BEGIN

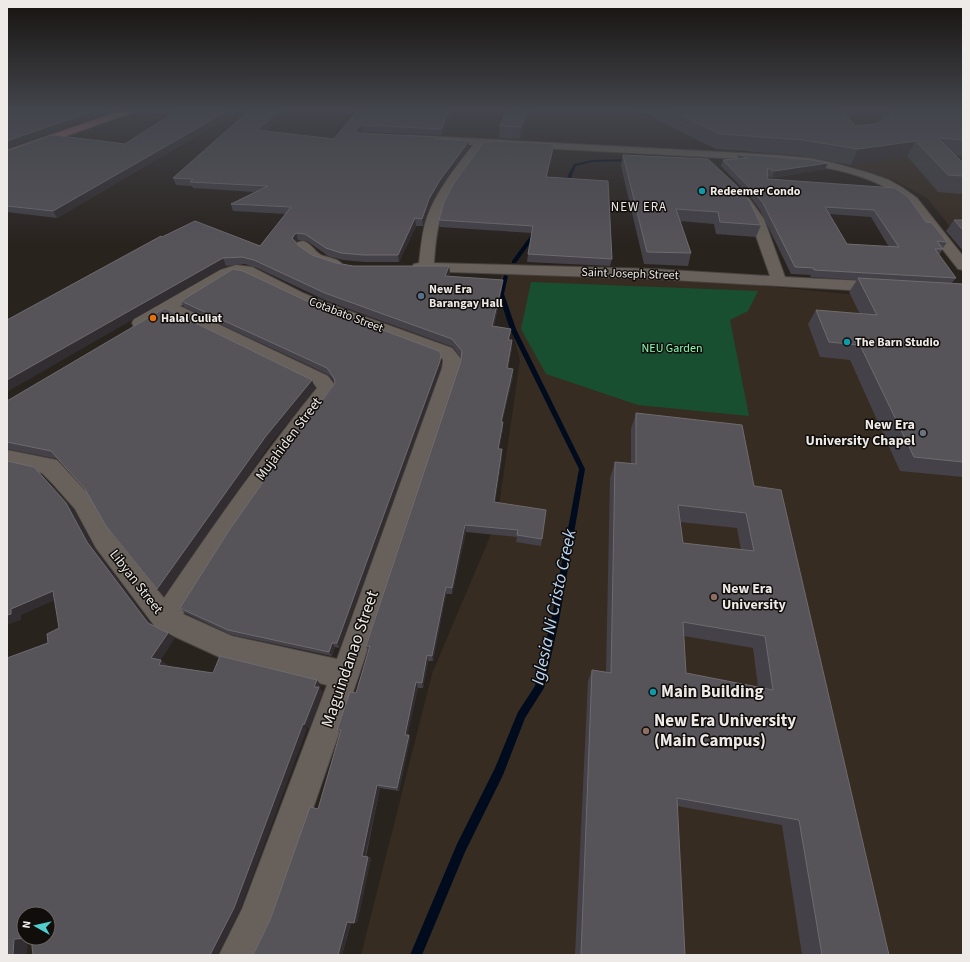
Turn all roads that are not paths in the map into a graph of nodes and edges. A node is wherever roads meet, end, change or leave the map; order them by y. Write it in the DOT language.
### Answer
graph roads {
  1 [pos="472,155"];
  2 [pos="698,155"];
  3 [pos="714,155"];
  4 [pos="706,165"];
  5 [pos="735,192"];
  6 [pos="302,245"];
  7 [pos="350,266"];
  8 [pos="963,266"];
  9 [pos="404,267"];
  10 [pos="426,267"];
  11 [pos="779,280"];
  12 [pos="899,288"];
  13 [pos="168,307"];
  14 [pos="127,331"];
  15 [pos="452,359"];
  16 [pos="11,464"];
  17 [pos="165,618"];
  18 [pos="345,675"];
  19 [pos="238,955"];
  1 -- 10 [label="street"];
  2 -- 4 [label="street"];
  3 -- 8 [label="street"];
  5 -- 11 [label="street"];
  6 -- 7 [label="street"];
  9 -- 10 [label="street, Saint Joseph Street"];
  10 -- 11 [label="street, Saint Joseph Street"];
  11 -- 12 [label="street, Saint Joseph Street"];
  13 -- 14 [label="street"];
  13 -- 15 [label="street, Cotabato Street"];
  13 -- 17 [label="street, Mujahiden Street"];
  15 -- 18 [label="street, Maguindanao Street"];
  16 -- 17 [label="street, Libyan Street"];
  17 -- 18 [label="street, Libyan Street"];
  18 -- 19 [label="street, Maguindanao Street"];
}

END

Task description.
The copy you produce must match the entries above exactly, except that it has no pictures.

Result for this exercise.
Turn all roads that are not paths in the map into a graph of nodes and edges. A node is wherever roads meet, end, change or leave the map; order them by y. Write it in the DOT language.
### Answer
graph roads {
  1 [pos="472,155"];
  2 [pos="698,155"];
  3 [pos="714,155"];
  4 [pos="706,165"];
  5 [pos="735,192"];
  6 [pos="302,245"];
  7 [pos="350,266"];
  8 [pos="963,266"];
  9 [pos="404,267"];
  10 [pos="426,267"];
  11 [pos="779,280"];
  12 [pos="899,288"];
  13 [pos="168,307"];
  14 [pos="127,331"];
  15 [pos="452,359"];
  16 [pos="11,464"];
  17 [pos="165,618"];
  18 [pos="345,675"];
  19 [pos="238,955"];
  1 -- 10 [label="street"];
  2 -- 4 [label="street"];
  3 -- 8 [label="street"];
  5 -- 11 [label="street"];
  6 -- 7 [label="street"];
  9 -- 10 [label="street, Saint Joseph Street"];
  10 -- 11 [label="street, Saint Joseph Street"];
  11 -- 12 [label="street, Saint Joseph Street"];
  13 -- 14 [label="street"];
  13 -- 15 [label="street, Cotabato Street"];
  13 -- 17 [label="street, Mujahiden Street"];
  15 -- 18 [label="street, Maguindanao Street"];
  16 -- 17 [label="street, Libyan Street"];
  17 -- 18 [label="street, Libyan Street"];
  18 -- 19 [label="street, Maguindanao Street"];
}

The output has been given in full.